WHAT IS NEEDED →
Please output every record below exactly as written, leaving out any pictures.

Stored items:
Start of Block
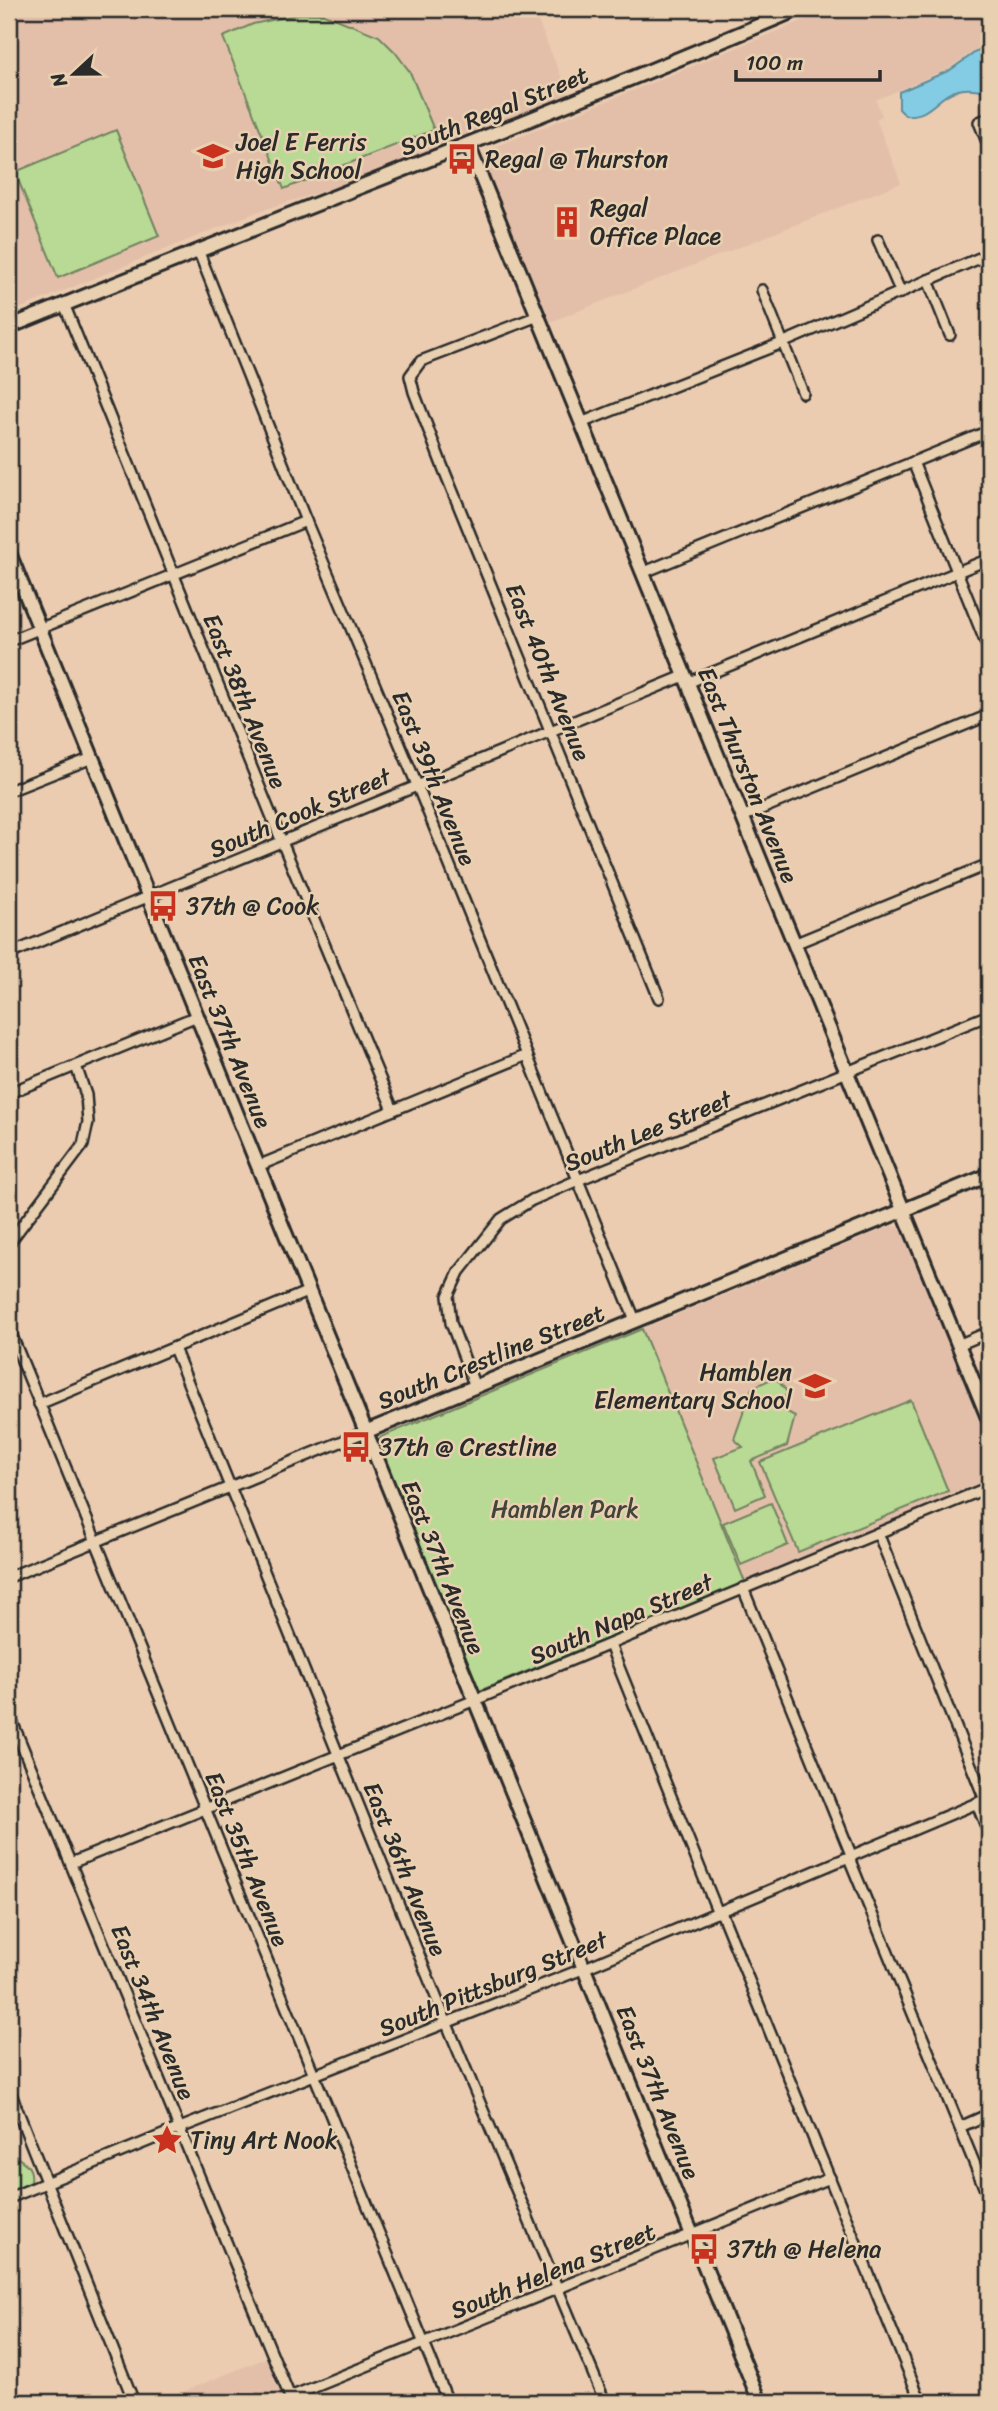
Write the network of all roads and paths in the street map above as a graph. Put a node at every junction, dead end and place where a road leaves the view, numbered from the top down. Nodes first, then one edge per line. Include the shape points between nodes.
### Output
1 (798, 9) edge
2 (989, 118) edge
3 (468, 145) junction
4 (989, 147) edge
5 (878, 240) dead end
6 (198, 250) junction
7 (989, 254) edge
8 (928, 281) junction
9 (762, 290) dead end
10 (901, 293) junction
11 (64, 304) junction
12 (538, 316) junction
13 (9, 327) edge
14 (950, 335) dead end
15 (782, 343) junction
16 (803, 393) dead end
17 (581, 423) junction
18 (989, 431) edge
19 (913, 462) junction
20 (306, 521) junction
21 (989, 559) edge
22 (10, 560) edge
23 (958, 572) junction
24 (642, 573) junction
25 (172, 574) junction
26 (13, 577) edge
27 (39, 629) junction
28 (9, 641) edge
29 (989, 651) edge
30 (686, 680) junction
31 (989, 715) edge
32 (552, 731) junction
33 (92, 758) junction
34 (417, 785) junction
35 (9, 791) edge
36 (742, 817) junction
37 (282, 842) junction
38 (989, 864) edge
39 (149, 897) junction
40 (794, 944) junction
41 (9, 954) edge
42 (659, 998) dead end
43 (989, 1015) edge
44 (197, 1016) junction
45 (527, 1055) junction
46 (76, 1066) junction
47 (846, 1071) junction
48 (9, 1093) edge
49 (393, 1110) junction
50 (258, 1166) junction
51 (989, 1175) edge
52 (578, 1181) junction
53 (903, 1211) junction
54 (9, 1243) edge
55 (309, 1291) junction
56 (635, 1320) junction
57 (9, 1329) edge
58 (989, 1332) edge
59 (958, 1345) junction
60 (174, 1348) junction
61 (475, 1387) junction
62 (39, 1404) junction
63 (989, 1420) edge
64 (365, 1432) junction
65 (231, 1487) junction
66 (989, 1487) edge
67 (878, 1533) junction
68 (97, 1542) junction
69 (9, 1577) edge
70 (743, 1588) junction
71 (610, 1645) junction
72 (475, 1700) junction
73 (9, 1714) edge
74 (339, 1755) junction
75 (984, 1801) edge
76 (206, 1808) junction
77 (989, 1834) edge
78 (850, 1857) junction
79 (71, 1863) junction
80 (719, 1912) junction
81 (585, 1968) junction
82 (447, 2024) junction
83 (313, 2076) junction
84 (9, 2089) edge
85 (989, 2114) edge
86 (960, 2127) junction
87 (180, 2128) junction
88 (830, 2178) junction
89 (46, 2184) junction
90 (9, 2198) edge
91 (989, 2199) edge
92 (693, 2236) junction
93 (559, 2289) junction
94 (424, 2343) junction
95 (291, 2400) edge
96 (134, 2402) edge
97 (449, 2402) edge
98 (605, 2402) edge
99 (760, 2402) edge
100 (921, 2402) edge

1 - 3 street, South Regal Street
2 - 4 street via 979,122
3 - 6 street, South Regal Street
3 - 12 street, East Thurston Avenue
5 - 10 street
6 - 11 street, South Regal Street
6 - 20 street, East 39th Avenue
7 - 8 street
8 - 10 street
8 - 14 street
9 - 15 street
10 - 15 street
11 - 13 street, South Regal Street
11 - 25 street, East 38th Avenue
12 - 17 street, East Thurston Avenue
12 - 32 street, East 40th Avenue via 421,362 410,376
15 - 16 street
15 - 17 street
17 - 24 street, East Thurston Avenue
18 - 19 street
19 - 23 street
19 - 24 street
20 - 25 street
20 - 34 street, East 39th Avenue
21 - 23 street, South Cook Street
22 - 26 street, East 37th Avenue
23 - 29 street
23 - 30 street, South Cook Street
24 - 30 street, East Thurston Avenue
25 - 27 street
25 - 37 street, East 38th Avenue
26 - 27 street, East 37th Avenue
27 - 28 street
27 - 33 street, East 37th Avenue
30 - 32 street, South Cook Street
30 - 36 street, East Thurston Avenue
31 - 36 street
32 - 34 street, South Cook Street
32 - 42 street, East 40th Avenue
33 - 35 street
33 - 39 street, East 37th Avenue
34 - 37 street, South Cook Street
34 - 45 street, East 39th Avenue
36 - 40 street, East Thurston Avenue
37 - 39 street, South Cook Street
37 - 49 street, East 38th Avenue
38 - 40 street
39 - 41 street, South Cook Street
39 - 44 street, East 37th Avenue
40 - 47 street, East Thurston Avenue
43 - 47 street, South Lee Street
44 - 46 street
44 - 50 street, East 37th Avenue
45 - 49 street
45 - 52 street, East 39th Avenue
46 - 48 street
46 - 54 street via 86,1095 88,1122 83,1145
47 - 52 street, South Lee Street
47 - 53 street, East Thurston Avenue
49 - 50 street
50 - 55 street, East 37th Avenue
51 - 53 street, South Crestline Street
52 - 56 street, East 39th Avenue
52 - 61 street, South Lee Street via 532,1200 502,1220 460,1272 448,1296 451,1323
53 - 56 street, South Crestline Street
53 - 59 street, East Thurston Avenue
55 - 60 street
55 - 64 street, East 37th Avenue
56 - 61 street, South Crestline Street
57 - 62 street, East 35th Avenue
58 - 59 street
59 - 63 street, East Thurston Avenue
60 - 62 street
60 - 65 street, East 36th Avenue
61 - 64 street, South Crestline Street
62 - 68 street, East 35th Avenue
64 - 65 street, South Crestline Street
64 - 72 street, East 37th Avenue
65 - 68 street, South Crestline Street
65 - 74 street, East 36th Avenue
66 - 67 street, South Napa Street
67 - 70 street, South Napa Street
67 - 75 street
68 - 69 street, South Crestline Street
68 - 76 street, East 35th Avenue
70 - 71 street, South Napa Street
70 - 78 street
71 - 72 street, South Napa Street
71 - 80 street
72 - 74 street, South Napa Street
72 - 81 street, East 37th Avenue
73 - 79 street, East 34th Avenue
74 - 76 street, South Napa Street
74 - 82 street, East 36th Avenue
75 - 77 street
75 - 78 street, South Pittsburg Street
76 - 79 street, South Napa Street
76 - 83 street, East 35th Avenue
78 - 80 street, South Pittsburg Street
78 - 86 street
79 - 87 street, East 34th Avenue
80 - 81 street, South Pittsburg Street
80 - 88 street
81 - 82 street, South Pittsburg Street
81 - 92 street, East 37th Avenue
82 - 83 street, South Pittsburg Street
82 - 93 street, East 36th Avenue
83 - 87 street, South Pittsburg Street
83 - 94 street, East 35th Avenue
84 - 89 street
85 - 86 street
86 - 91 street
87 - 89 street, South Pittsburg Street
87 - 95 street, East 34th Avenue
88 - 92 street, South Helena Street
88 - 100 street
89 - 90 street, South Pittsburg Street
89 - 96 street
92 - 93 street, South Helena Street
92 - 99 street, East 37th Avenue
93 - 94 street, South Helena Street
93 - 98 street, East 36th Avenue
94 - 95 street, South Helena Street
94 - 97 street, East 35th Avenue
End of Block
SOLUTION TO THIS EXERCISE →
Write the network of all roads and paths in the street map above as a graph. Put a node at every junction, dead end and place where a road leaves the view, numbered from the top down. Nodes first, then one edge per line. Include the shape points between nodes.
### Output
1 (798, 9) edge
2 (989, 118) edge
3 (468, 145) junction
4 (989, 147) edge
5 (878, 240) dead end
6 (198, 250) junction
7 (989, 254) edge
8 (928, 281) junction
9 (762, 290) dead end
10 (901, 293) junction
11 (64, 304) junction
12 (538, 316) junction
13 (9, 327) edge
14 (950, 335) dead end
15 (782, 343) junction
16 (803, 393) dead end
17 (581, 423) junction
18 (989, 431) edge
19 (913, 462) junction
20 (306, 521) junction
21 (989, 559) edge
22 (10, 560) edge
23 (958, 572) junction
24 (642, 573) junction
25 (172, 574) junction
26 (13, 577) edge
27 (39, 629) junction
28 (9, 641) edge
29 (989, 651) edge
30 (686, 680) junction
31 (989, 715) edge
32 (552, 731) junction
33 (92, 758) junction
34 (417, 785) junction
35 (9, 791) edge
36 (742, 817) junction
37 (282, 842) junction
38 (989, 864) edge
39 (149, 897) junction
40 (794, 944) junction
41 (9, 954) edge
42 (659, 998) dead end
43 (989, 1015) edge
44 (197, 1016) junction
45 (527, 1055) junction
46 (76, 1066) junction
47 (846, 1071) junction
48 (9, 1093) edge
49 (393, 1110) junction
50 (258, 1166) junction
51 (989, 1175) edge
52 (578, 1181) junction
53 (903, 1211) junction
54 (9, 1243) edge
55 (309, 1291) junction
56 (635, 1320) junction
57 (9, 1329) edge
58 (989, 1332) edge
59 (958, 1345) junction
60 (174, 1348) junction
61 (475, 1387) junction
62 (39, 1404) junction
63 (989, 1420) edge
64 (365, 1432) junction
65 (231, 1487) junction
66 (989, 1487) edge
67 (878, 1533) junction
68 (97, 1542) junction
69 (9, 1577) edge
70 (743, 1588) junction
71 (610, 1645) junction
72 (475, 1700) junction
73 (9, 1714) edge
74 (339, 1755) junction
75 (984, 1801) edge
76 (206, 1808) junction
77 (989, 1834) edge
78 (850, 1857) junction
79 (71, 1863) junction
80 (719, 1912) junction
81 (585, 1968) junction
82 (447, 2024) junction
83 (313, 2076) junction
84 (9, 2089) edge
85 (989, 2114) edge
86 (960, 2127) junction
87 (180, 2128) junction
88 (830, 2178) junction
89 (46, 2184) junction
90 (9, 2198) edge
91 (989, 2199) edge
92 (693, 2236) junction
93 (559, 2289) junction
94 (424, 2343) junction
95 (291, 2400) edge
96 (134, 2402) edge
97 (449, 2402) edge
98 (605, 2402) edge
99 (760, 2402) edge
100 (921, 2402) edge

1 - 3 street, South Regal Street
2 - 4 street via 979,122
3 - 6 street, South Regal Street
3 - 12 street, East Thurston Avenue
5 - 10 street
6 - 11 street, South Regal Street
6 - 20 street, East 39th Avenue
7 - 8 street
8 - 10 street
8 - 14 street
9 - 15 street
10 - 15 street
11 - 13 street, South Regal Street
11 - 25 street, East 38th Avenue
12 - 17 street, East Thurston Avenue
12 - 32 street, East 40th Avenue via 421,362 410,376
15 - 16 street
15 - 17 street
17 - 24 street, East Thurston Avenue
18 - 19 street
19 - 23 street
19 - 24 street
20 - 25 street
20 - 34 street, East 39th Avenue
21 - 23 street, South Cook Street
22 - 26 street, East 37th Avenue
23 - 29 street
23 - 30 street, South Cook Street
24 - 30 street, East Thurston Avenue
25 - 27 street
25 - 37 street, East 38th Avenue
26 - 27 street, East 37th Avenue
27 - 28 street
27 - 33 street, East 37th Avenue
30 - 32 street, South Cook Street
30 - 36 street, East Thurston Avenue
31 - 36 street
32 - 34 street, South Cook Street
32 - 42 street, East 40th Avenue
33 - 35 street
33 - 39 street, East 37th Avenue
34 - 37 street, South Cook Street
34 - 45 street, East 39th Avenue
36 - 40 street, East Thurston Avenue
37 - 39 street, South Cook Street
37 - 49 street, East 38th Avenue
38 - 40 street
39 - 41 street, South Cook Street
39 - 44 street, East 37th Avenue
40 - 47 street, East Thurston Avenue
43 - 47 street, South Lee Street
44 - 46 street
44 - 50 street, East 37th Avenue
45 - 49 street
45 - 52 street, East 39th Avenue
46 - 48 street
46 - 54 street via 86,1095 88,1122 83,1145
47 - 52 street, South Lee Street
47 - 53 street, East Thurston Avenue
49 - 50 street
50 - 55 street, East 37th Avenue
51 - 53 street, South Crestline Street
52 - 56 street, East 39th Avenue
52 - 61 street, South Lee Street via 532,1200 502,1220 460,1272 448,1296 451,1323
53 - 56 street, South Crestline Street
53 - 59 street, East Thurston Avenue
55 - 60 street
55 - 64 street, East 37th Avenue
56 - 61 street, South Crestline Street
57 - 62 street, East 35th Avenue
58 - 59 street
59 - 63 street, East Thurston Avenue
60 - 62 street
60 - 65 street, East 36th Avenue
61 - 64 street, South Crestline Street
62 - 68 street, East 35th Avenue
64 - 65 street, South Crestline Street
64 - 72 street, East 37th Avenue
65 - 68 street, South Crestline Street
65 - 74 street, East 36th Avenue
66 - 67 street, South Napa Street
67 - 70 street, South Napa Street
67 - 75 street
68 - 69 street, South Crestline Street
68 - 76 street, East 35th Avenue
70 - 71 street, South Napa Street
70 - 78 street
71 - 72 street, South Napa Street
71 - 80 street
72 - 74 street, South Napa Street
72 - 81 street, East 37th Avenue
73 - 79 street, East 34th Avenue
74 - 76 street, South Napa Street
74 - 82 street, East 36th Avenue
75 - 77 street
75 - 78 street, South Pittsburg Street
76 - 79 street, South Napa Street
76 - 83 street, East 35th Avenue
78 - 80 street, South Pittsburg Street
78 - 86 street
79 - 87 street, East 34th Avenue
80 - 81 street, South Pittsburg Street
80 - 88 street
81 - 82 street, South Pittsburg Street
81 - 92 street, East 37th Avenue
82 - 83 street, South Pittsburg Street
82 - 93 street, East 36th Avenue
83 - 87 street, South Pittsburg Street
83 - 94 street, East 35th Avenue
84 - 89 street
85 - 86 street
86 - 91 street
87 - 89 street, South Pittsburg Street
87 - 95 street, East 34th Avenue
88 - 92 street, South Helena Street
88 - 100 street
89 - 90 street, South Pittsburg Street
89 - 96 street
92 - 93 street, South Helena Street
92 - 99 street, East 37th Avenue
93 - 94 street, South Helena Street
93 - 98 street, East 36th Avenue
94 - 95 street, South Helena Street
94 - 97 street, East 35th Avenue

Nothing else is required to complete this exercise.